Booth Id:
ROBO068
Category:
Robotics and Intelligent Machines
Year:
2023
Finalist Names:
Schwehr, Zachary (School: Mills E. Godwin High School)
Abstract:
A brain tumor is a foreign growth within the brain that disrupts function. Brain tumors are one of the most deadly forms of cancer with a mortality of 80%. As a result, a quick and accurate diagnosis is crucial for survival. Typically, brain tumors are diagnosed through a series of MRIs and biopsies that are manually annotated by neuroradiologists and other specialized physicians. These evaluations are costly, time-consuming, and have high degrees of error due to their complexity. To aid in this process, various models were proposed for brain tumor and glioma classification, region of interest detection, multi-class segmentation, and uncertainty estimations. The classification models achieved state-of-the-art results when classifying gliomas, meningiomas, pituitary tumors, astrocytomas, glioblastomas, and oligodendrogliomas by outperforming their contemporaries. The proposed convolutional neural networks (CNNs) implemented strided convolutions, batch normalization, and hyperparameter Bayesian optimization to decrease data loss and find ideal hyperparameters.

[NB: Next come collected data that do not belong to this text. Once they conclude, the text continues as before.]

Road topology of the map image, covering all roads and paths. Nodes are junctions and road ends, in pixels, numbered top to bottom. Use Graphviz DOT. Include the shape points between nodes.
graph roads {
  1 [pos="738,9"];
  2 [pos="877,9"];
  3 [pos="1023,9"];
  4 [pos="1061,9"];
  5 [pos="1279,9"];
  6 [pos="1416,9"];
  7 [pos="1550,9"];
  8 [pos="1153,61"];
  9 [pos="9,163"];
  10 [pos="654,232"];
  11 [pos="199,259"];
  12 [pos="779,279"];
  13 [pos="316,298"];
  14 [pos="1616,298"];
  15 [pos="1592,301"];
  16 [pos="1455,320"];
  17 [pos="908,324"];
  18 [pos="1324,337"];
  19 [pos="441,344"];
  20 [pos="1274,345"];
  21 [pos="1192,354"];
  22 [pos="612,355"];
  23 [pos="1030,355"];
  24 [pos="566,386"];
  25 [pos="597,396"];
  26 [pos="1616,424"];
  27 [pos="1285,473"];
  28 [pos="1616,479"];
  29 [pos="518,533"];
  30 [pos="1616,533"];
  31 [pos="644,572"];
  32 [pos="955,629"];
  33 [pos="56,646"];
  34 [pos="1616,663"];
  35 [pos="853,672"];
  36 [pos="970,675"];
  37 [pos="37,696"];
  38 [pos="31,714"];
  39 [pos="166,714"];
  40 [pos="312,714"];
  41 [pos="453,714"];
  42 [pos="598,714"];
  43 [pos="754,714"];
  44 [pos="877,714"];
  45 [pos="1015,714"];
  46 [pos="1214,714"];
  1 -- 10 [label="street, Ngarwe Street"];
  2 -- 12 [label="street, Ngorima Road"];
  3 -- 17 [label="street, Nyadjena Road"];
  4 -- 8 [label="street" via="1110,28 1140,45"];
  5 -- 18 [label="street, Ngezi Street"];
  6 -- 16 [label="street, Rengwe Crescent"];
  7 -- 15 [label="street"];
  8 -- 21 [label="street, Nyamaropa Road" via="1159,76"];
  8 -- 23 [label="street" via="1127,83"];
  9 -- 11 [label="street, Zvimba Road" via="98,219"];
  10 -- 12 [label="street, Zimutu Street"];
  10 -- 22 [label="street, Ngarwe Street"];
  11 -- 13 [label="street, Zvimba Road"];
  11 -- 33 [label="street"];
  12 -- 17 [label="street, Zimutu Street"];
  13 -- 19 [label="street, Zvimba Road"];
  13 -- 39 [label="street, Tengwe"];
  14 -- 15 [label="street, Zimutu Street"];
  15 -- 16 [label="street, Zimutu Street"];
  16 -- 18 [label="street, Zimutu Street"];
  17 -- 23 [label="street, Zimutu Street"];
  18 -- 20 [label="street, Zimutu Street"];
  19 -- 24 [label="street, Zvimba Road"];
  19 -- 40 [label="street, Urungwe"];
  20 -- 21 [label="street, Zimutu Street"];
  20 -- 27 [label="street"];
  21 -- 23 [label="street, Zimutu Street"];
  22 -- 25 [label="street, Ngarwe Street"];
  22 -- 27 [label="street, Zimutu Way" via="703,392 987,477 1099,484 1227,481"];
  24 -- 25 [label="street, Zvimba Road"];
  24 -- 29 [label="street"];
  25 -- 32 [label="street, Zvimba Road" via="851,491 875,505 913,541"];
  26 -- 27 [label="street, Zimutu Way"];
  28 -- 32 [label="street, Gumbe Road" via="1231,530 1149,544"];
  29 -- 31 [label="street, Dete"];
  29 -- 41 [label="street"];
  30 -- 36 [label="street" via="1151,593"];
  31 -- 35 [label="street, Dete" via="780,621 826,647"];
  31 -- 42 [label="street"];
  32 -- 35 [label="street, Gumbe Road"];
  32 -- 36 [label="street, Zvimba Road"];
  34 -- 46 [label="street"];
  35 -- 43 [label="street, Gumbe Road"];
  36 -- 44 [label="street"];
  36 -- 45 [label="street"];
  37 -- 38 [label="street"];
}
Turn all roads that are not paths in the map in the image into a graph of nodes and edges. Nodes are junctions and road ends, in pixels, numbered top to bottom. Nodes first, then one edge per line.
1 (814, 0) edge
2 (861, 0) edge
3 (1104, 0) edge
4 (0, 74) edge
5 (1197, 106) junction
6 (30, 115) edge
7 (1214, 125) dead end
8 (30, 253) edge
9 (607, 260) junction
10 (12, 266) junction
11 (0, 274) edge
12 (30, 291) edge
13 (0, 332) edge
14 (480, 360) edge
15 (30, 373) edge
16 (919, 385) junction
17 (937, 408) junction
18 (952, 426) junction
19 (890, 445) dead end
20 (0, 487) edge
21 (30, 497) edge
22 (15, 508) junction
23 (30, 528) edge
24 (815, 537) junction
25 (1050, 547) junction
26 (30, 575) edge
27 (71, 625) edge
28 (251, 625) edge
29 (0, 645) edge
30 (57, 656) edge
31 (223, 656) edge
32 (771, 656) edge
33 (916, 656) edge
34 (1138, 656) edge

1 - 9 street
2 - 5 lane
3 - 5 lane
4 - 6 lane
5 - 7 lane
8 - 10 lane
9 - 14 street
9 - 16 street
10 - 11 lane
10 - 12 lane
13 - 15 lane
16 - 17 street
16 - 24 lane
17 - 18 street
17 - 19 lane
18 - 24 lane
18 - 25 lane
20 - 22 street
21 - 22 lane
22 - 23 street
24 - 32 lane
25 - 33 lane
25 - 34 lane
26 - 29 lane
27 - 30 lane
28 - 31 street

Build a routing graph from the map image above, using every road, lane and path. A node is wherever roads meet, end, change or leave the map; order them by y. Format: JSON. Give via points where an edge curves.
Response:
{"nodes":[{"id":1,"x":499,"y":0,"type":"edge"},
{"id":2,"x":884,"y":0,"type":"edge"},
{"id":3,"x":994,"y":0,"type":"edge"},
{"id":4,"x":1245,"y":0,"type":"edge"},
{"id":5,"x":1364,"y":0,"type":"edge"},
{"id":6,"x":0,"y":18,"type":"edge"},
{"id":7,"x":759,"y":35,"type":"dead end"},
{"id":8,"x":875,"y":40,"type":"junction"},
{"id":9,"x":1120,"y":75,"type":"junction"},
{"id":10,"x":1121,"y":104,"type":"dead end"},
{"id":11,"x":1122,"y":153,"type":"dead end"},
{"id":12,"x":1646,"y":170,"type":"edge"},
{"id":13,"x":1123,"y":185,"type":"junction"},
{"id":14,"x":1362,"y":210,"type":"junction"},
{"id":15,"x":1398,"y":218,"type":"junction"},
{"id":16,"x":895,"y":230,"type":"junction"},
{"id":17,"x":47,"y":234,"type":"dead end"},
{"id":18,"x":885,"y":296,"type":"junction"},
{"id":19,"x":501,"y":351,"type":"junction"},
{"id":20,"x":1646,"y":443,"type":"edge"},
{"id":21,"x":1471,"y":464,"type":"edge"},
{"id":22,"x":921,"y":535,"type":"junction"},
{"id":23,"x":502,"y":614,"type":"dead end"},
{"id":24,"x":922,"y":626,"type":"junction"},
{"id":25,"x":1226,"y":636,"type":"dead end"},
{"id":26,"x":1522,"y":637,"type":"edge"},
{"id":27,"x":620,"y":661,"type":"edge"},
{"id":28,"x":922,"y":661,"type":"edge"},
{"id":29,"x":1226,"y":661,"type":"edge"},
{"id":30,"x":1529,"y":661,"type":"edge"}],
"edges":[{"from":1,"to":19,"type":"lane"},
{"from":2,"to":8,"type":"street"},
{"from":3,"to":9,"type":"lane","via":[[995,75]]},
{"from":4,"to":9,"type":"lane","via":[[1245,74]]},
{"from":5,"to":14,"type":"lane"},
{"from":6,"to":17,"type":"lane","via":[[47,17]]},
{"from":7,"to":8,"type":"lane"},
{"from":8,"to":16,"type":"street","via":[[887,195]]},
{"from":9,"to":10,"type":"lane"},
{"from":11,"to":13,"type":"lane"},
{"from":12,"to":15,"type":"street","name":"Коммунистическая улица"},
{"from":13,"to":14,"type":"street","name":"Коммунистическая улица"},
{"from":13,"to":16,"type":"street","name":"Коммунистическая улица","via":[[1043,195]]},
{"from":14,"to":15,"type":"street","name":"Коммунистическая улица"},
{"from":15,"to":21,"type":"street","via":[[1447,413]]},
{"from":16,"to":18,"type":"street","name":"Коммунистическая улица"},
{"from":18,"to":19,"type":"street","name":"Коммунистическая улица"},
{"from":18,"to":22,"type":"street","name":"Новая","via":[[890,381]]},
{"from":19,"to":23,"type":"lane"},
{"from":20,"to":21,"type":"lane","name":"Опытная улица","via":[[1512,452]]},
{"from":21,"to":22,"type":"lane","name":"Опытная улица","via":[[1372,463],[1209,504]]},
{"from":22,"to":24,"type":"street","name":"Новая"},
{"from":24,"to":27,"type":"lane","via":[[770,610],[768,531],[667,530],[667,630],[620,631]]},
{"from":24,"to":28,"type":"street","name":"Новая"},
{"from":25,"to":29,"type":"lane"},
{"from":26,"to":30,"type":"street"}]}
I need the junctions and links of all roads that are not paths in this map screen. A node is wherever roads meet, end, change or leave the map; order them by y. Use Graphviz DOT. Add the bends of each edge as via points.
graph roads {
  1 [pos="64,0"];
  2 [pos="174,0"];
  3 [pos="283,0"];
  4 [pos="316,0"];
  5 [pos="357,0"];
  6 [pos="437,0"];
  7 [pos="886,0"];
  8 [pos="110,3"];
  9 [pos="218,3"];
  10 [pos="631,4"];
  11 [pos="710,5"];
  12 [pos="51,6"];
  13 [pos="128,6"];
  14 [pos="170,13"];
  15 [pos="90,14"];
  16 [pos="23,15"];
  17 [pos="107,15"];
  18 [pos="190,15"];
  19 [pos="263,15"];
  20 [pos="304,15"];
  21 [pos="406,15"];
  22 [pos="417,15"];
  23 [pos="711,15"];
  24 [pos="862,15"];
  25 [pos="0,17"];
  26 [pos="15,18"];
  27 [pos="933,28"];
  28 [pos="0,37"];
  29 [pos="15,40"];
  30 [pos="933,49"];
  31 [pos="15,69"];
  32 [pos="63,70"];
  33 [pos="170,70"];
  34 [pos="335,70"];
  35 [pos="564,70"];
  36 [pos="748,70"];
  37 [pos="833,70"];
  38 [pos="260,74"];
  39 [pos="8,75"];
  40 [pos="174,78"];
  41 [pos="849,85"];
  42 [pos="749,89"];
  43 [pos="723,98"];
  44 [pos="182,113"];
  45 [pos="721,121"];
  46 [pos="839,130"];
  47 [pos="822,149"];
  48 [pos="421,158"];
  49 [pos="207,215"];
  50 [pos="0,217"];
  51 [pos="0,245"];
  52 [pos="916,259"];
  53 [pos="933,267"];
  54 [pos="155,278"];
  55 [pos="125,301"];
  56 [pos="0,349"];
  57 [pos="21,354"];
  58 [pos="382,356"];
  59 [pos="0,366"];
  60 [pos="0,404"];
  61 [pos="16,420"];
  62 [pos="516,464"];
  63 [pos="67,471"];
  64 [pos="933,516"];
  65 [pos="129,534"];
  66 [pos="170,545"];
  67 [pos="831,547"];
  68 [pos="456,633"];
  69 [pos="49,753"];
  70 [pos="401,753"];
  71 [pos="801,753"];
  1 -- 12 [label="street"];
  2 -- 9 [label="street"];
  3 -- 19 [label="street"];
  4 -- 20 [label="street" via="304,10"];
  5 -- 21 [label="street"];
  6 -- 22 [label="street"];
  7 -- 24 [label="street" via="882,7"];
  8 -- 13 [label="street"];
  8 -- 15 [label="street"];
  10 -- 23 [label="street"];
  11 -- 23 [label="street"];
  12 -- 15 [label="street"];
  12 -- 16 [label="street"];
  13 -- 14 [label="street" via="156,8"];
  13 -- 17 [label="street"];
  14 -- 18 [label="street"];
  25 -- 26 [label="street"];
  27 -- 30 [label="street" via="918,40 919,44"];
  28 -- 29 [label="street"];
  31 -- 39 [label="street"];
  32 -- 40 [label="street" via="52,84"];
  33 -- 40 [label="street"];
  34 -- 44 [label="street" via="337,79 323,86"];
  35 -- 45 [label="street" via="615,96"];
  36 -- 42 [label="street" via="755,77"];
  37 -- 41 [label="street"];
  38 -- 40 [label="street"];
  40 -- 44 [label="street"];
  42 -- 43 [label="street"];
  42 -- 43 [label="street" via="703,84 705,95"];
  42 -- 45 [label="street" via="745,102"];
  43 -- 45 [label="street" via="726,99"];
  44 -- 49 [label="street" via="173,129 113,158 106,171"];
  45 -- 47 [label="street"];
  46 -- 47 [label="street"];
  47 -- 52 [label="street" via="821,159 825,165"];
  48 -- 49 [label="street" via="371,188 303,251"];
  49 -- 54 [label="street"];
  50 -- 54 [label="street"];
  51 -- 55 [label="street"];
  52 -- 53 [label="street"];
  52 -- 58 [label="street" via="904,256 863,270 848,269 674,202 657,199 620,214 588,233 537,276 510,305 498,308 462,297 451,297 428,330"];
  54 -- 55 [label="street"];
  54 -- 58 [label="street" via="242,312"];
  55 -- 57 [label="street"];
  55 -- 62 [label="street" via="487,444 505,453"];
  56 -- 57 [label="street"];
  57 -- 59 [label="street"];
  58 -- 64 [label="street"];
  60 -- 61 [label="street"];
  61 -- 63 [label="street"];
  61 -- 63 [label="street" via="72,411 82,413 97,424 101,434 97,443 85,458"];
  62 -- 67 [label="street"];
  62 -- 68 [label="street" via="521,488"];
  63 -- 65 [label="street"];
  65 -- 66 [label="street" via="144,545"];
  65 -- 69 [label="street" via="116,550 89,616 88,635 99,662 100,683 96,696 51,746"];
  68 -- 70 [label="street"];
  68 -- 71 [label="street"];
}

These models classified brain tumors and gliomas with an accuracy of 98.4% and 99.05%, respectively. The segmentation model achieved state-of-the-art results with dice scores of 89.6, 89.2, and 85.5 for the peritumoral edema, non-enhancing tumor core, and enhancing tumor regions on the BraTS 2020 dataset. Due to potential noise and the imperfection of the model, an energy-based model (EBM) was used for voxel-based uncertainty estimations. Using the uncertainty estimation of each voxel, physicians can trust the tumor regions where the model is confident and ignore the uncertain areas. Overall, the proposed models significantly outperformed previous works and expedites brain tumor diagnosis.